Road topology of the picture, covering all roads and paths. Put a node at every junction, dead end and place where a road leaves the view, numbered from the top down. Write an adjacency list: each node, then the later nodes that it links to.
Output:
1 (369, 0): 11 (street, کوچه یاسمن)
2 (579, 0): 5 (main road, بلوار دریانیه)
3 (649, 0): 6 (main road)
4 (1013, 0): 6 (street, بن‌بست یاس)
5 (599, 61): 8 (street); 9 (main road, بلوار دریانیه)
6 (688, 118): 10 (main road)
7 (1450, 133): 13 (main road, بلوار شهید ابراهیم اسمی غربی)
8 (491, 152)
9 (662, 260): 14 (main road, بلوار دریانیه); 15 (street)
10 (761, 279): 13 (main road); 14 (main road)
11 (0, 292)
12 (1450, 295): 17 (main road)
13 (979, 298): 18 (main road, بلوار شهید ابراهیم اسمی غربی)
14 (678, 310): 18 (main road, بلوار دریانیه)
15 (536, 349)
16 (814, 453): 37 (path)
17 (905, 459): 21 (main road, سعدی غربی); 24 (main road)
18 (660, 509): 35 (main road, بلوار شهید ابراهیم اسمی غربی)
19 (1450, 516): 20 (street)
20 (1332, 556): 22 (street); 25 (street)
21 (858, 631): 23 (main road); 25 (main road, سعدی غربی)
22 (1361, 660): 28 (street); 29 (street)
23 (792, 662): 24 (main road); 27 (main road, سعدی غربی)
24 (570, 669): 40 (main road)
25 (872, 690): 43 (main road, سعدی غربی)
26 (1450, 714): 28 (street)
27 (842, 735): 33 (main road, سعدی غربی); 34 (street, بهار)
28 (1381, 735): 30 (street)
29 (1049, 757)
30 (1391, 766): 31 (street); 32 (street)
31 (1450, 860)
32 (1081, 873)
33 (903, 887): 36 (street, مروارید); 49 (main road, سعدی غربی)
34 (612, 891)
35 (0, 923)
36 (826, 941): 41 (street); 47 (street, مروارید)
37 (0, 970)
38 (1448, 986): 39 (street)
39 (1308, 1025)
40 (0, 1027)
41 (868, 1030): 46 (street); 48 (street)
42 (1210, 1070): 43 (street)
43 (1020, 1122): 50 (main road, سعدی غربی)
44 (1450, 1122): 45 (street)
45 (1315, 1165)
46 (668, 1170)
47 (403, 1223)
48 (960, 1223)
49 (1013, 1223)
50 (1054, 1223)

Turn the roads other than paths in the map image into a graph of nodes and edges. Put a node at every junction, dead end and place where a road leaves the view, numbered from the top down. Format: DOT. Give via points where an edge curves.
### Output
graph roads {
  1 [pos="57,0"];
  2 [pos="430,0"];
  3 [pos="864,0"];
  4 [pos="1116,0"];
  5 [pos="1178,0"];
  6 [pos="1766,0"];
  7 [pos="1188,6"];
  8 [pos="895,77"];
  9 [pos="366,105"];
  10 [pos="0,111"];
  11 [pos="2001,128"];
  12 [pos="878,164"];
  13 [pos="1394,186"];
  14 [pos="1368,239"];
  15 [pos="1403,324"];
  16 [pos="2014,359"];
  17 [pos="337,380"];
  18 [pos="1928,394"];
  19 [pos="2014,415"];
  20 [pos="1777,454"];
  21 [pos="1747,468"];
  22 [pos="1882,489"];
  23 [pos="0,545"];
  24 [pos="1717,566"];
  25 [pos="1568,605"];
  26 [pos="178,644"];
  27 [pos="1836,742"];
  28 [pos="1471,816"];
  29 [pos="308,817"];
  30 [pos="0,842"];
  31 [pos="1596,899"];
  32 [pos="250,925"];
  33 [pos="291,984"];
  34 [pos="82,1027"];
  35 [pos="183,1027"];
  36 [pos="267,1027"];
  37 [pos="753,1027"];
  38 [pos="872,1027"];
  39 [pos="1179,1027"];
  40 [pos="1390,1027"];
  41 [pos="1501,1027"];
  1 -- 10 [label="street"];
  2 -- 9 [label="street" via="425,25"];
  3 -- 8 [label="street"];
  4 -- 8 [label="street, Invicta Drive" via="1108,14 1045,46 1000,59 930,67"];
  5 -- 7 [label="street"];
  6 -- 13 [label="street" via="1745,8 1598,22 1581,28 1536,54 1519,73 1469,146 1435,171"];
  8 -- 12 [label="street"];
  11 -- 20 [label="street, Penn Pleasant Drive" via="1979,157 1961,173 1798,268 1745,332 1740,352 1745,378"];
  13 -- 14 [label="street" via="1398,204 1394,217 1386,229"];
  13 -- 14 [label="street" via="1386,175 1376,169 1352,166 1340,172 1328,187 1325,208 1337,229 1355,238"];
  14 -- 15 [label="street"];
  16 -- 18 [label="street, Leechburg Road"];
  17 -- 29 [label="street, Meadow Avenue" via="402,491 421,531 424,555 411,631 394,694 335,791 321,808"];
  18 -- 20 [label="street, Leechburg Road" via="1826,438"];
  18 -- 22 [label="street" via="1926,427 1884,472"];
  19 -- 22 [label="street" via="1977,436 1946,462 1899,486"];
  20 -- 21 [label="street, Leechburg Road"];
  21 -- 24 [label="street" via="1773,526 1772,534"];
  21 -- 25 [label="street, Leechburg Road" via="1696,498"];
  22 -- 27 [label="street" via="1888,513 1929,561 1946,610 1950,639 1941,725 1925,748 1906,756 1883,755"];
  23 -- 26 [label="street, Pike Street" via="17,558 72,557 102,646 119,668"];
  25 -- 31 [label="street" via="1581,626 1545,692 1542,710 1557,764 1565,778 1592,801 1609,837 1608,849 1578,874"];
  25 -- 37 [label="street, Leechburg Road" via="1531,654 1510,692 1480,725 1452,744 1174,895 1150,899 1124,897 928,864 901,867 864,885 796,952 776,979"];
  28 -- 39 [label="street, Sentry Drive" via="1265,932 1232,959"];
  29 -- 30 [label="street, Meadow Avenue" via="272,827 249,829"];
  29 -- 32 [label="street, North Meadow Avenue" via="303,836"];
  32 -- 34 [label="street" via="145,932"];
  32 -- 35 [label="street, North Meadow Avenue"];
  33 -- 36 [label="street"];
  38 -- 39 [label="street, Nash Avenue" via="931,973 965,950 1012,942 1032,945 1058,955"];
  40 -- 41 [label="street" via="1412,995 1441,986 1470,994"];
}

=-=-=-=-=

Line by line, the data should be returned exactly as written.

Road topology of the picture, covering all roads and paths. Put a node at every junction, dead end and place where a road leaves the view, numbered from the top down. Write an adjacency list: each node, then the later nodes that it links to.
Output:
1 (369, 0): 11 (street, کوچه یاسمن)
2 (579, 0): 5 (main road, بلوار دریانیه)
3 (649, 0): 6 (main road)
4 (1013, 0): 6 (street, بن‌بست یاس)
5 (599, 61): 8 (street); 9 (main road, بلوار دریانیه)
6 (688, 118): 10 (main road)
7 (1450, 133): 13 (main road, بلوار شهید ابراهیم اسمی غربی)
8 (491, 152)
9 (662, 260): 14 (main road, بلوار دریانیه); 15 (street)
10 (761, 279): 13 (main road); 14 (main road)
11 (0, 292)
12 (1450, 295): 17 (main road)
13 (979, 298): 18 (main road, بلوار شهید ابراهیم اسمی غربی)
14 (678, 310): 18 (main road, بلوار دریانیه)
15 (536, 349)
16 (814, 453): 37 (path)
17 (905, 459): 21 (main road, سعدی غربی); 24 (main road)
18 (660, 509): 35 (main road, بلوار شهید ابراهیم اسمی غربی)
19 (1450, 516): 20 (street)
20 (1332, 556): 22 (street); 25 (street)
21 (858, 631): 23 (main road); 25 (main road, سعدی غربی)
22 (1361, 660): 28 (street); 29 (street)
23 (792, 662): 24 (main road); 27 (main road, سعدی غربی)
24 (570, 669): 40 (main road)
25 (872, 690): 43 (main road, سعدی غربی)
26 (1450, 714): 28 (street)
27 (842, 735): 33 (main road, سعدی غربی); 34 (street, بهار)
28 (1381, 735): 30 (street)
29 (1049, 757)
30 (1391, 766): 31 (street); 32 (street)
31 (1450, 860)
32 (1081, 873)
33 (903, 887): 36 (street, مروارید); 49 (main road, سعدی غربی)
34 (612, 891)
35 (0, 923)
36 (826, 941): 41 (street); 47 (street, مروارید)
37 (0, 970)
38 (1448, 986): 39 (street)
39 (1308, 1025)
40 (0, 1027)
41 (868, 1030): 46 (street); 48 (street)
42 (1210, 1070): 43 (street)
43 (1020, 1122): 50 (main road, سعدی غربی)
44 (1450, 1122): 45 (street)
45 (1315, 1165)
46 (668, 1170)
47 (403, 1223)
48 (960, 1223)
49 (1013, 1223)
50 (1054, 1223)

Turn the roads other than paths in the map image into a graph of nodes and edges. Put a node at every junction, dead end and place where a road leaves the view, numbered from the top down. Format: DOT. Give via points where an edge curves.
### Output
graph roads {
  1 [pos="57,0"];
  2 [pos="430,0"];
  3 [pos="864,0"];
  4 [pos="1116,0"];
  5 [pos="1178,0"];
  6 [pos="1766,0"];
  7 [pos="1188,6"];
  8 [pos="895,77"];
  9 [pos="366,105"];
  10 [pos="0,111"];
  11 [pos="2001,128"];
  12 [pos="878,164"];
  13 [pos="1394,186"];
  14 [pos="1368,239"];
  15 [pos="1403,324"];
  16 [pos="2014,359"];
  17 [pos="337,380"];
  18 [pos="1928,394"];
  19 [pos="2014,415"];
  20 [pos="1777,454"];
  21 [pos="1747,468"];
  22 [pos="1882,489"];
  23 [pos="0,545"];
  24 [pos="1717,566"];
  25 [pos="1568,605"];
  26 [pos="178,644"];
  27 [pos="1836,742"];
  28 [pos="1471,816"];
  29 [pos="308,817"];
  30 [pos="0,842"];
  31 [pos="1596,899"];
  32 [pos="250,925"];
  33 [pos="291,984"];
  34 [pos="82,1027"];
  35 [pos="183,1027"];
  36 [pos="267,1027"];
  37 [pos="753,1027"];
  38 [pos="872,1027"];
  39 [pos="1179,1027"];
  40 [pos="1390,1027"];
  41 [pos="1501,1027"];
  1 -- 10 [label="street"];
  2 -- 9 [label="street" via="425,25"];
  3 -- 8 [label="street"];
  4 -- 8 [label="street, Invicta Drive" via="1108,14 1045,46 1000,59 930,67"];
  5 -- 7 [label="street"];
  6 -- 13 [label="street" via="1745,8 1598,22 1581,28 1536,54 1519,73 1469,146 1435,171"];
  8 -- 12 [label="street"];
  11 -- 20 [label="street, Penn Pleasant Drive" via="1979,157 1961,173 1798,268 1745,332 1740,352 1745,378"];
  13 -- 14 [label="street" via="1398,204 1394,217 1386,229"];
  13 -- 14 [label="street" via="1386,175 1376,169 1352,166 1340,172 1328,187 1325,208 1337,229 1355,238"];
  14 -- 15 [label="street"];
  16 -- 18 [label="street, Leechburg Road"];
  17 -- 29 [label="street, Meadow Avenue" via="402,491 421,531 424,555 411,631 394,694 335,791 321,808"];
  18 -- 20 [label="street, Leechburg Road" via="1826,438"];
  18 -- 22 [label="street" via="1926,427 1884,472"];
  19 -- 22 [label="street" via="1977,436 1946,462 1899,486"];
  20 -- 21 [label="street, Leechburg Road"];
  21 -- 24 [label="street" via="1773,526 1772,534"];
  21 -- 25 [label="street, Leechburg Road" via="1696,498"];
  22 -- 27 [label="street" via="1888,513 1929,561 1946,610 1950,639 1941,725 1925,748 1906,756 1883,755"];
  23 -- 26 [label="street, Pike Street" via="17,558 72,557 102,646 119,668"];
  25 -- 31 [label="street" via="1581,626 1545,692 1542,710 1557,764 1565,778 1592,801 1609,837 1608,849 1578,874"];
  25 -- 37 [label="street, Leechburg Road" via="1531,654 1510,692 1480,725 1452,744 1174,895 1150,899 1124,897 928,864 901,867 864,885 796,952 776,979"];
  28 -- 39 [label="street, Sentry Drive" via="1265,932 1232,959"];
  29 -- 30 [label="street, Meadow Avenue" via="272,827 249,829"];
  29 -- 32 [label="street, North Meadow Avenue" via="303,836"];
  32 -- 34 [label="street" via="145,932"];
  32 -- 35 [label="street, North Meadow Avenue"];
  33 -- 36 [label="street"];
  38 -- 39 [label="street, Nash Avenue" via="931,973 965,950 1012,942 1032,945 1058,955"];
  40 -- 41 [label="street" via="1412,995 1441,986 1470,994"];
}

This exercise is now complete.